◆ **Exercise directions**
With the pictures left out, restate exactly the part below that opens with the line containing "middle mcp: (390, 281)" and closes with the line containing "index tip: (170, 132)".

◆ **Recorded information**
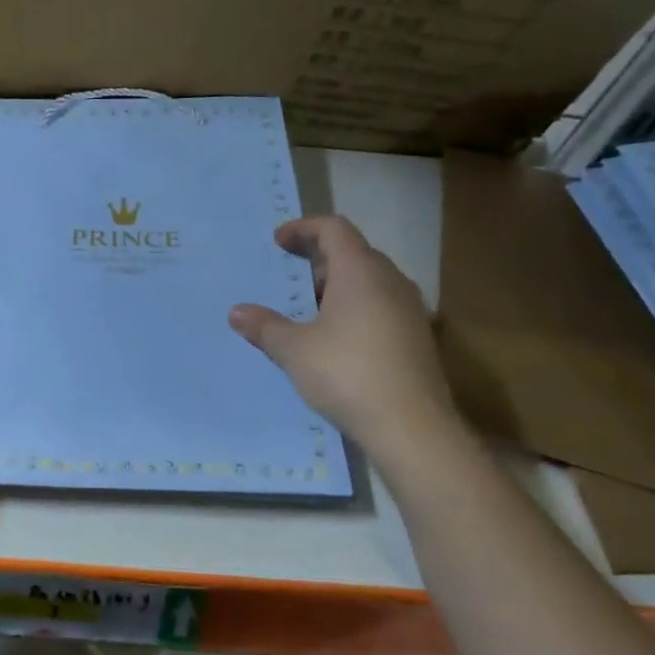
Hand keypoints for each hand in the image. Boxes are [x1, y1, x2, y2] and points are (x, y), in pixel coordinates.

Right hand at [229, 216, 459, 461]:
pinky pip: (382, 307)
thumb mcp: (294, 350)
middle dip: (319, 260)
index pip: (334, 229)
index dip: (303, 228)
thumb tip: (236, 312)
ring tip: (309, 312)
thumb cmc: (347, 374)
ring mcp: (410, 310)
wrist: (411, 426)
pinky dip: (356, 310)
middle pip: (354, 253)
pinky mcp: (417, 338)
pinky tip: (336, 341)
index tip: (278, 242)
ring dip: (338, 287)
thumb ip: (265, 326)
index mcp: (360, 272)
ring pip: (370, 282)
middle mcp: (390, 281)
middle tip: (291, 280)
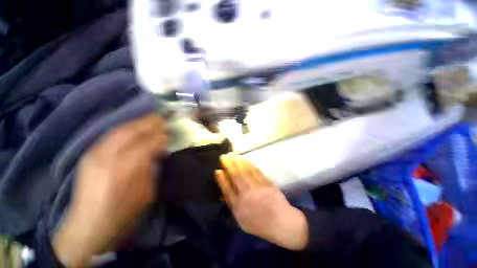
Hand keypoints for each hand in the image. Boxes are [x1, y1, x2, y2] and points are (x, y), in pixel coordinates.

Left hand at [52, 114, 167, 266]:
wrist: (88, 226)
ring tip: (151, 119)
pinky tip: (134, 128)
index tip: (170, 132)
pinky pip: (110, 136)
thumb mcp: (147, 192)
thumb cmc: (123, 213)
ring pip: (120, 130)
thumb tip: (160, 150)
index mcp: (126, 170)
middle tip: (162, 118)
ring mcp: (95, 155)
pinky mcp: (89, 156)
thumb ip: (153, 167)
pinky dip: (126, 129)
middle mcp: (108, 158)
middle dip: (150, 123)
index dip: (161, 136)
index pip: (148, 144)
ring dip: (138, 123)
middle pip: (132, 132)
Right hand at [215, 154, 308, 250]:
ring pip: (246, 172)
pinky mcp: (267, 183)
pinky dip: (250, 165)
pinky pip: (256, 172)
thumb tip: (224, 191)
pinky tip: (245, 160)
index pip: (228, 190)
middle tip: (224, 156)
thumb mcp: (242, 219)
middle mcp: (247, 195)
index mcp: (240, 206)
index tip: (218, 170)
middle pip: (236, 176)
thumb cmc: (259, 222)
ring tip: (233, 155)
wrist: (281, 223)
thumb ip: (233, 204)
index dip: (222, 179)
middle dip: (229, 165)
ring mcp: (258, 188)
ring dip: (238, 162)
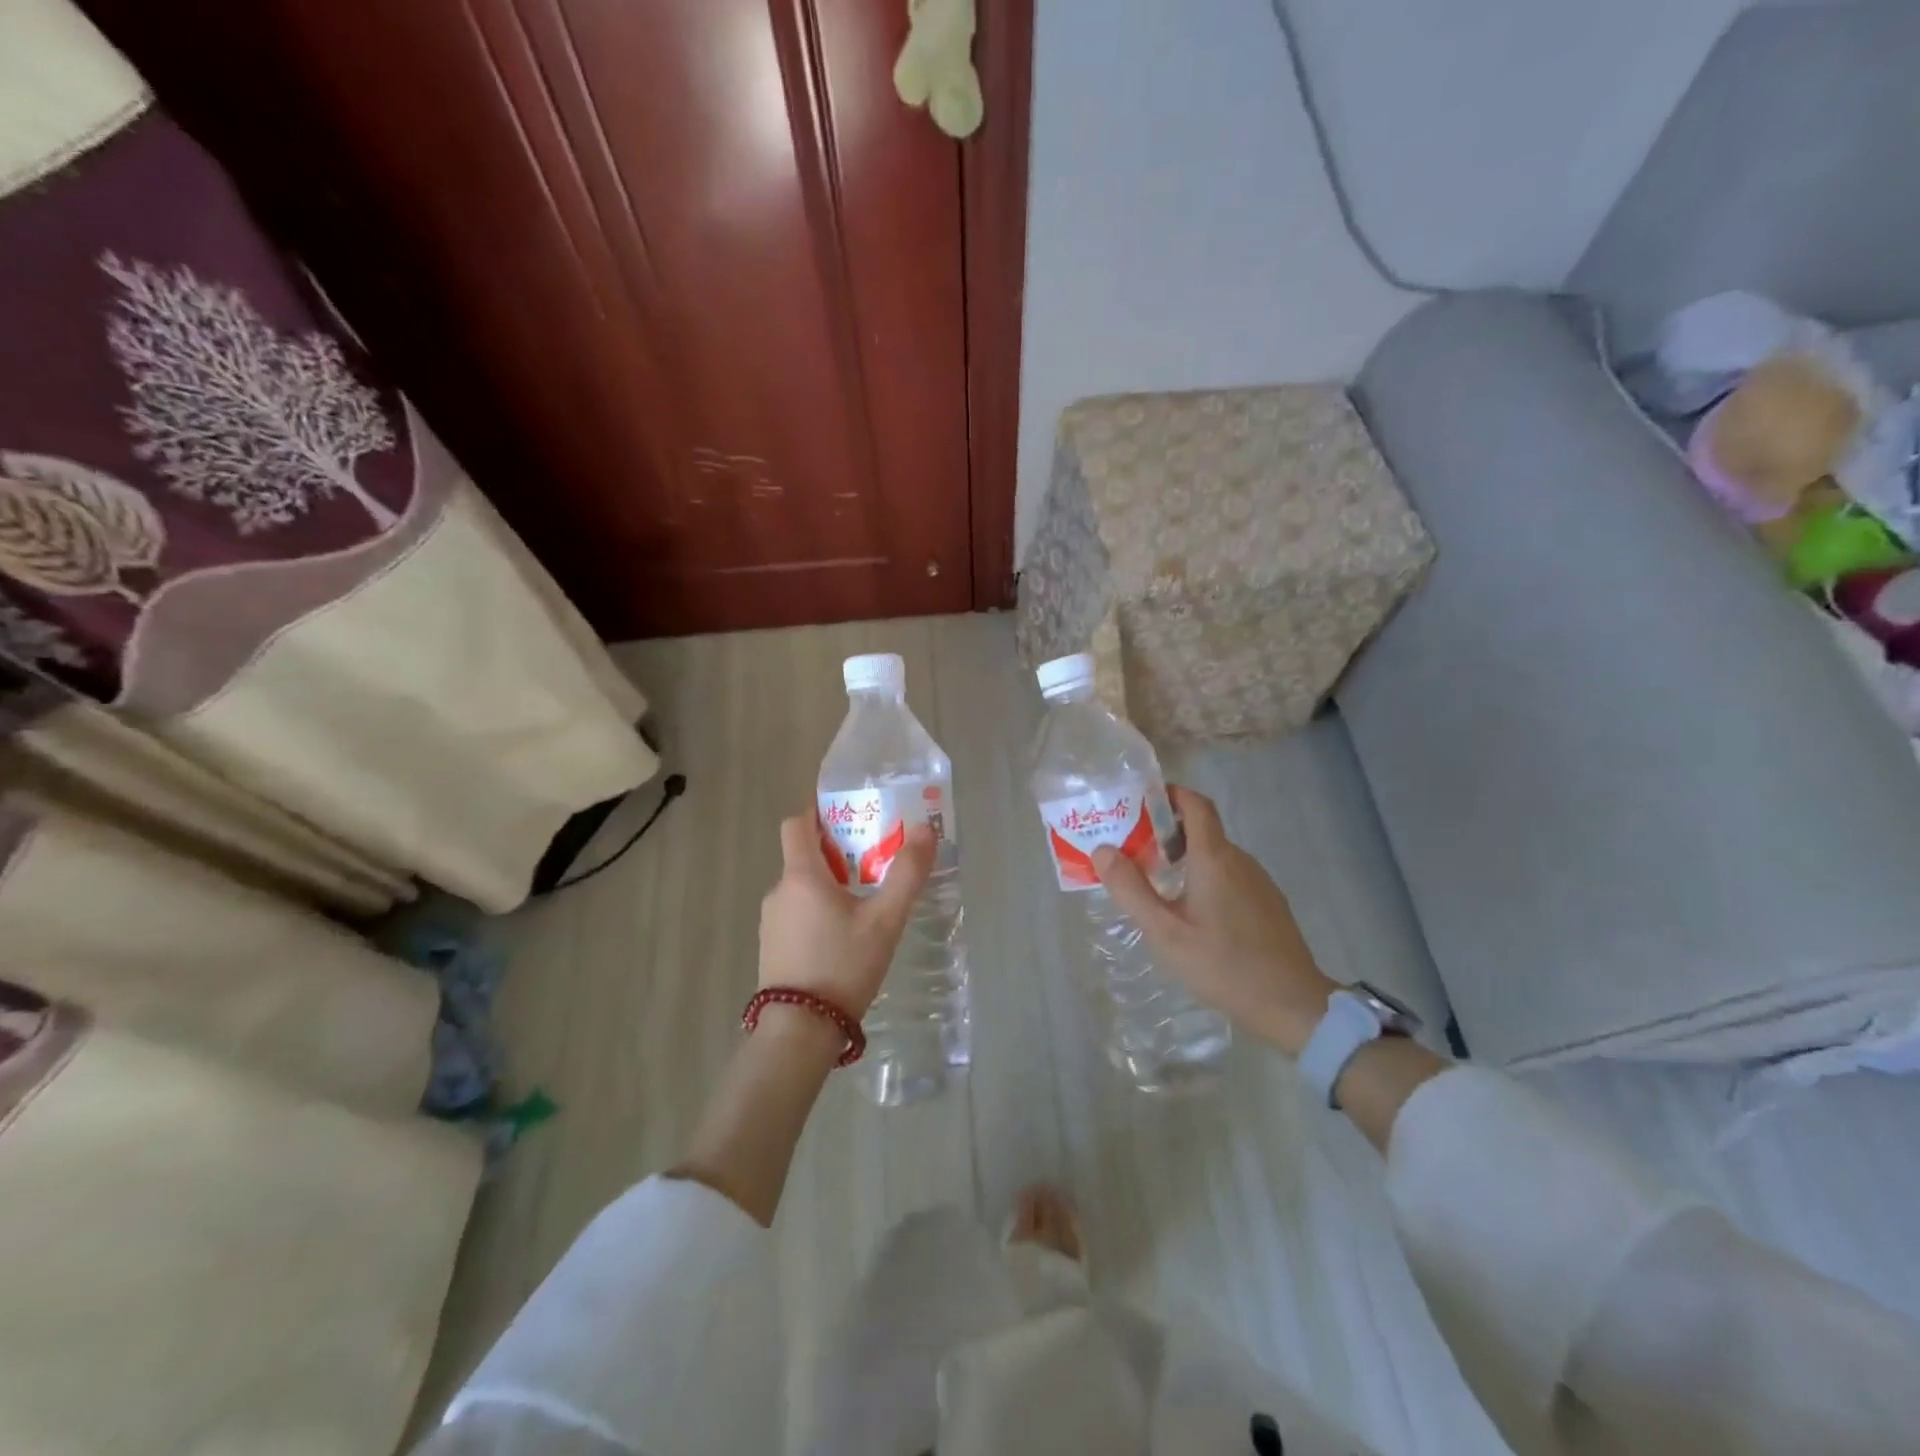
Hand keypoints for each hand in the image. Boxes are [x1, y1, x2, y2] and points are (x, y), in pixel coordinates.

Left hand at [760, 812, 935, 1019]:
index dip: (819, 813)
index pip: (797, 823)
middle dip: (837, 852)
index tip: (850, 817)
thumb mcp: (885, 920)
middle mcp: (779, 891)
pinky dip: (817, 911)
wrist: (799, 1032)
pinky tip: (843, 938)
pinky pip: (796, 913)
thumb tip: (925, 829)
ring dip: (829, 885)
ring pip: (801, 888)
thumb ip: (907, 873)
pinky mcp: (772, 947)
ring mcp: (771, 921)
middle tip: (873, 863)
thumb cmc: (843, 966)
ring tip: (864, 904)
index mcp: (801, 876)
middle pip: (804, 855)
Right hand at [1093, 786, 1336, 1057]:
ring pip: (1216, 855)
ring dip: (1185, 858)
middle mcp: (1240, 860)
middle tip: (1133, 850)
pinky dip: (1205, 878)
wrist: (1292, 1005)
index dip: (1170, 794)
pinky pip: (1230, 876)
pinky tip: (1190, 912)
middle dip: (1166, 831)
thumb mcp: (1165, 932)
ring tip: (1154, 883)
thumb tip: (1103, 850)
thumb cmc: (1223, 964)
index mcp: (1214, 858)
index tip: (1140, 803)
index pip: (1196, 804)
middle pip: (1202, 829)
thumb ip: (1131, 889)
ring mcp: (1259, 882)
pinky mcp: (1268, 904)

◆ **Written reply**
middle mcp: (390, 281)
middle tip: (291, 280)
Hand keypoints for each hand in the image. Boxes are [x1, y1, x2, y2] and points are (x, y), in pixel coordinates.

Left hand at [52, 114, 167, 266]:
wrist: (88, 226)
ring tip: (151, 119)
pinky tip: (134, 128)
index tip: (170, 132)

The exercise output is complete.